07 April 2015
Europe’s results are upbeat too, but the mood remains less buoyant than in other parts of the world.
The survey, based on interviews with nearly 6,000 entrepreneurs in 42 countries, suggested that respondents are becoming more willing to launch new businesses. Overall, 83% of participants expect their country’s current economic environment to improve or at least stay the same. However the figure for Europe was 78%, compared with 99% in South Asia and 93% in the US.
This chimes with the European Commission’s Business Climate Indicator for March, which shows a meaningful improvement in business confidence since the start of the year. Still, confidence levels in the EU remain below those seen in 2010 and are significantly worse than before the financial crisis.

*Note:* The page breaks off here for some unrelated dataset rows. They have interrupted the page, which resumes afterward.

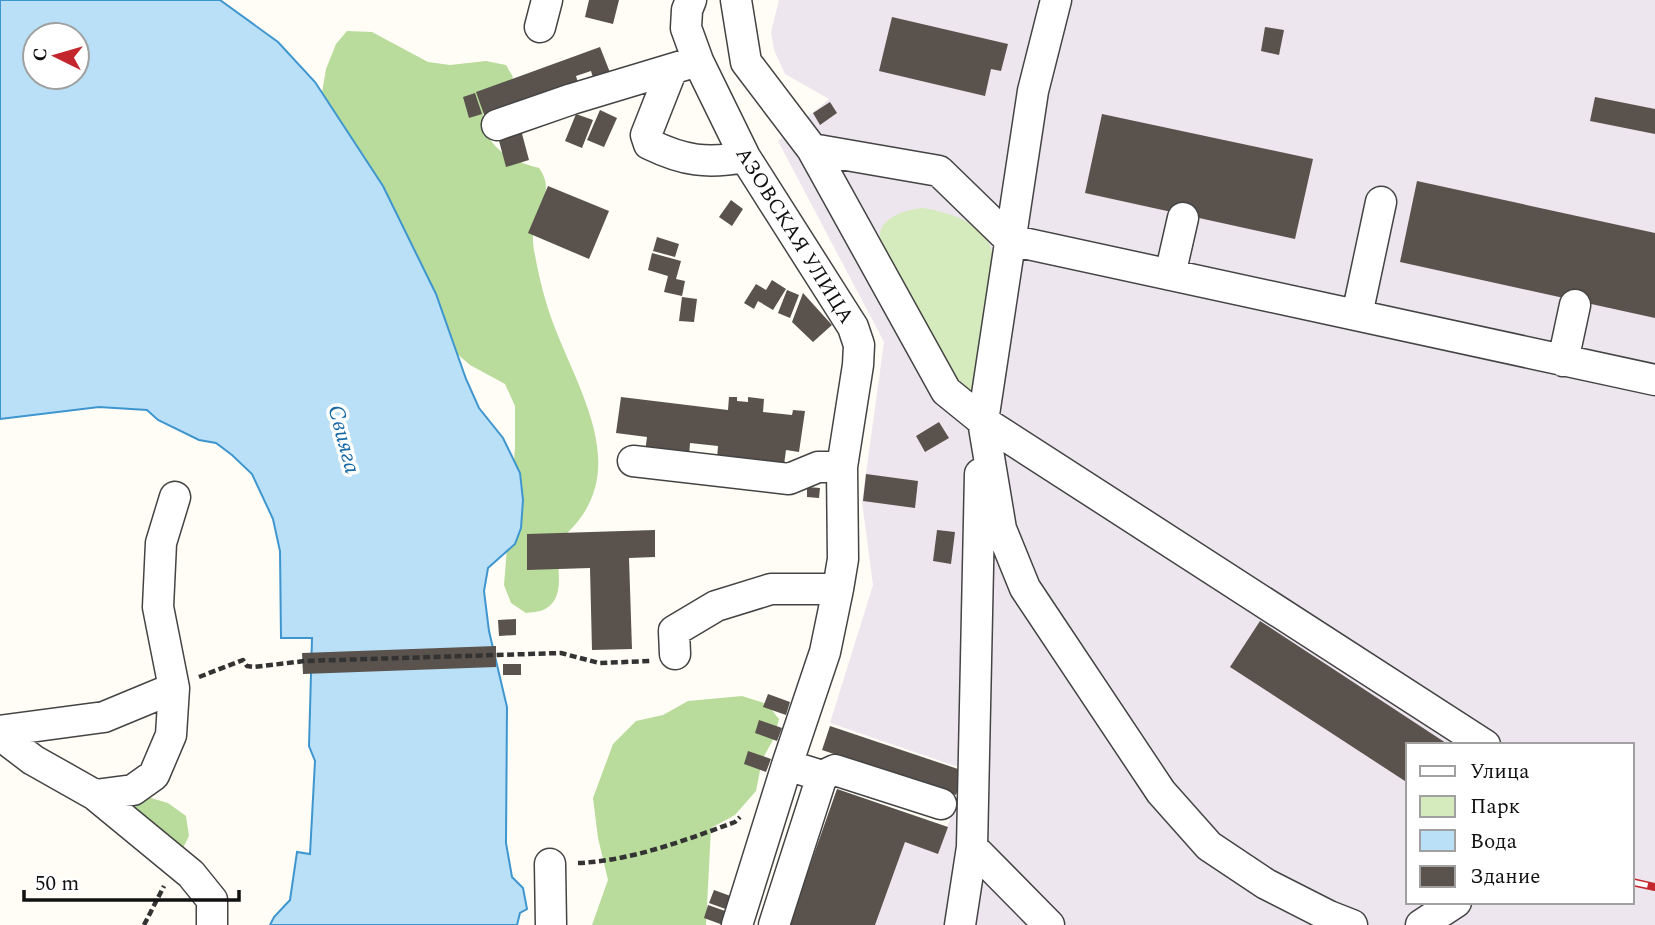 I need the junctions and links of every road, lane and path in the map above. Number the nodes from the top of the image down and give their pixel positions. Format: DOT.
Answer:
graph roads {
  1 [pos="691,0"];
  2 [pos="736,0"];
  3 [pos="1056,0"];
  4 [pos="685,65"];
  5 [pos="497,125"];
  6 [pos="812,149"];
  7 [pos="745,157"];
  8 [pos="1381,202"];
  9 [pos="1183,218"];
  10 [pos="1010,240"];
  11 [pos="1170,275"];
  12 [pos="1575,305"];
  13 [pos="1357,315"];
  14 [pos="1563,360"];
  15 [pos="1655,380"];
  16 [pos="983,421"];
  17 [pos="633,461"];
  18 [pos="842,467"];
  19 [pos="175,497"];
  20 [pos="838,589"];
  21 [pos="675,654"];
  22 [pos="174,688"];
  23 [pos="0,733"];
  24 [pos="1482,743"];
  25 [pos="786,765"];
  26 [pos="822,776"];
  27 [pos="95,795"];
  28 [pos="941,804"];
  29 [pos="744,812"];
  30 [pos="972,847"];
  31 [pos="166,854"];
  32 [pos="550,864"];
  33 [pos="1453,904"];
  34 [pos="144,925"];
  35 [pos="212,925"];
  36 [pos="551,925"];
  37 [pos="737,925"];
  38 [pos="774,925"];
  39 [pos="960,925"];
  40 [pos="1049,925"];
  41 [pos="1352,925"];
  42 [pos="1421,925"];
  1 -- 4 [label="street, АЗОВСКАЯ УЛИЦА"];
  2 -- 6 [label="street"];
  3 -- 10 [label="street"];
  4 -- 5 [label="street"];
  4 -- 7 [label="street, АЗОВСКАЯ УЛИЦА"];
  4 -- 7 [label="street"];
  6 -- 10 [label="street"];
  6 -- 16 [label="street"];
  7 -- 18 [label="street, АЗОВСКАЯ УЛИЦА"];
  8 -- 13 [label="street"];
  9 -- 11 [label="street"];
  10 -- 11 [label="street"];
  10 -- 16 [label="street"];
  11 -- 13 [label="street"];
  12 -- 14 [label="street"];
  13 -- 14 [label="street"];
  14 -- 15 [label="street"];
  16 -- 24 [label="street"];
  16 -- 30 [label="street"];
  16 -- 41 [label="street"];
  17 -- 18 [label="street"];
  18 -- 20 [label="street, АЗОВСКАЯ УЛИЦА"];
  19 -- 22 [label="street"];
  20 -- 21 [label="street"];
  20 -- 25 [label="street, АЗОВСКАЯ УЛИЦА"];
  21 -- 22 [label="path"];
  22 -- 23 [label="street"];
  22 -- 27 [label="street"];
  23 -- 27 [label="street"];
  25 -- 26 [label="street"];
  25 -- 37 [label="street, АЗОВСКАЯ УЛИЦА"];
  26 -- 28 [label="street"];
  26 -- 38 [label="street"];
  27 -- 31 [label="street"];
  29 -- 32 [label="path"];
  30 -- 39 [label="street"];
  30 -- 40 [label="street"];
  31 -- 34 [label="path"];
  31 -- 35 [label="street"];
  32 -- 36 [label="street"];
  33 -- 42 [label="street"];
} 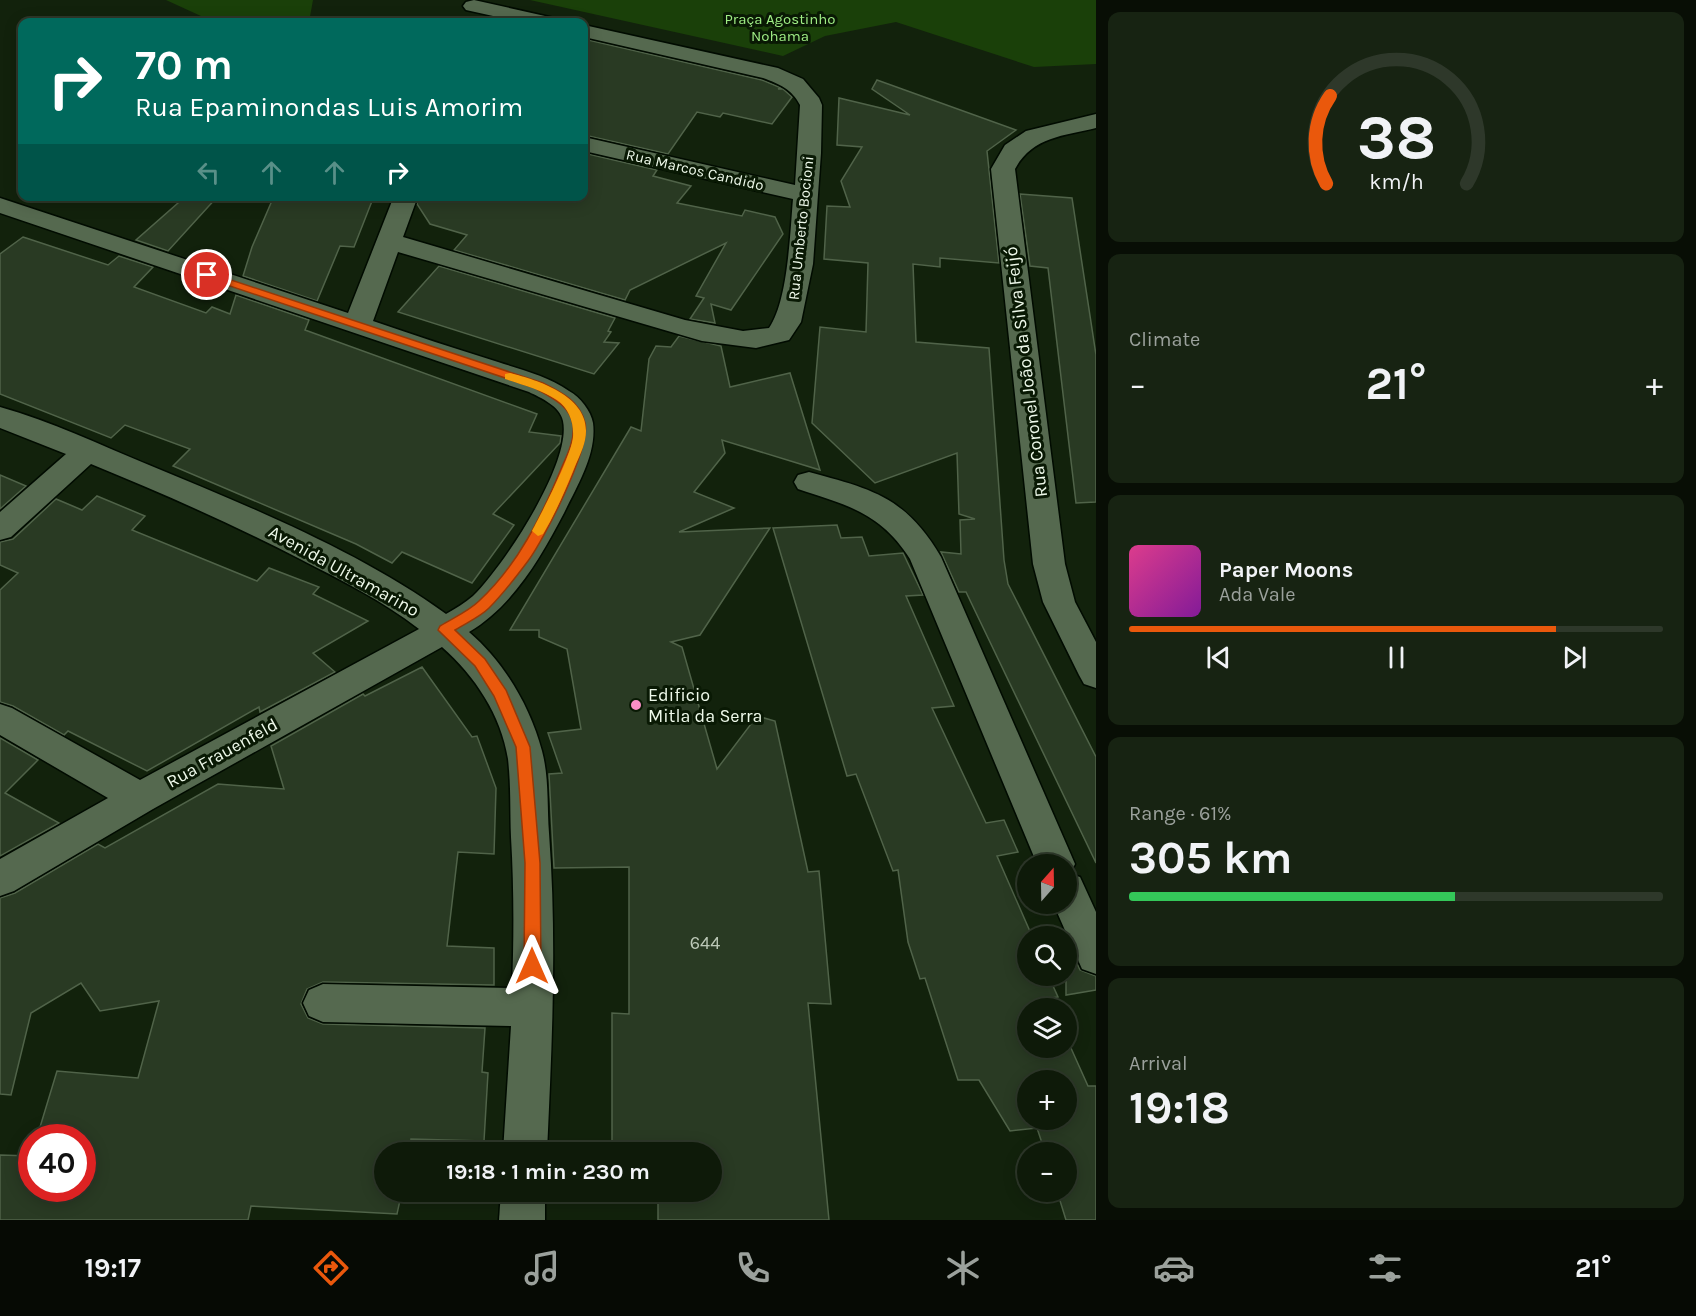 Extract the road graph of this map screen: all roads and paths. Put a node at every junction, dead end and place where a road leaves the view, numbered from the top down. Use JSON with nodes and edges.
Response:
{"nodes":[{"id":1,"x":472,"y":10,"type":"edge"},
{"id":2,"x":522,"y":18,"type":"edge"},
{"id":3,"x":588,"y":32,"type":"edge"},
{"id":4,"x":1096,"y":121,"type":"edge"},
{"id":5,"x":588,"y":145,"type":"edge"},
{"id":6,"x":806,"y":195,"type":"junction"},
{"id":7,"x":404,"y":201,"type":"edge"},
{"id":8,"x":0,"y":205,"type":"edge"},
{"id":9,"x":390,"y":241,"type":"junction"},
{"id":10,"x":357,"y":326,"type":"junction"},
{"id":11,"x":0,"y":417,"type":"edge"},
{"id":12,"x":88,"y":451,"type":"junction"},
{"id":13,"x":809,"y":482,"type":"dead end"},
{"id":14,"x":0,"y":530,"type":"edge"},
{"id":15,"x":445,"y":630,"type":"junction"},
{"id":16,"x":1096,"y":675,"type":"edge"},
{"id":17,"x":0,"y":718,"type":"edge"},
{"id":18,"x":140,"y":798,"type":"junction"},
{"id":19,"x":1052,"y":854,"type":"edge"},
{"id":20,"x":0,"y":879,"type":"edge"},
{"id":21,"x":1077,"y":914,"type":"edge"},
{"id":22,"x":1096,"y":956,"type":"edge"},
{"id":23,"x":323,"y":1003,"type":"dead end"},
{"id":24,"x":532,"y":1007,"type":"junction"},
{"id":25,"x":525,"y":1142,"type":"edge"},
{"id":26,"x":523,"y":1202,"type":"edge"},
{"id":27,"x":522,"y":1220,"type":"edge"}],
"edges":[{"from":1,"to":2,"type":"street"},
{"from":3,"to":6,"type":"street","name":"Rua Umberto Bocioni"},
{"from":4,"to":16,"type":"street","name":"Rua Coronel João da Silva Feijó"},
{"from":5,"to":6,"type":"street","name":"Rua Marcos Candido"},
{"from":6,"to":9,"type":"street","name":"Rua Umberto Bocioni"},
{"from":7,"to":9,"type":"street"},
{"from":8,"to":10,"type":"street","name":"Rua Frauenfeld"},
{"from":9,"to":10,"type":"street"},
{"from":10,"to":15,"type":"street","name":"Rua Frauenfeld"},
{"from":11,"to":12,"type":"street","name":"Avenida Ultramarino"},
{"from":12,"to":14,"type":"street"},
{"from":12,"to":15,"type":"street","name":"Avenida Ultramarino"},
{"from":13,"to":19,"type":"street"},
{"from":15,"to":18,"type":"street","name":"Rua Frauenfeld"},
{"from":15,"to":24,"type":"street","name":"Avenida Ultramarino"},
{"from":17,"to":18,"type":"street"},
{"from":18,"to":20,"type":"street","name":"Rua Frauenfeld"},
{"from":21,"to":22,"type":"street"},
{"from":23,"to":24,"type":"street"},
{"from":24,"to":25,"type":"street","name":"Avenida Ultramarino"},
{"from":26,"to":27,"type":"street"}]}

The Commission’s most recent small business survey indicates that lack of access to finance was still a concern as recently as last November. There are signs that the European Central Bank’s launch of quantitative easing may be helping to stimulate funding flows to small businesses, but it remains early days – the asset purchase program only began on March 9 – so it’s perhaps not surprising that confidence has yet to catch up.
Together, these surveys paint a generally positive picture for European entrepreneurship, however tentative. They suggest that many of the problems that have held back entrepreneurs since the financial crisis – for example funding issues and unwillingness to invest in staff – are slowly starting to correct themselves. If so, a revival of entrepreneurship should itself represent a welcome fillip for economic growth throughout Europe.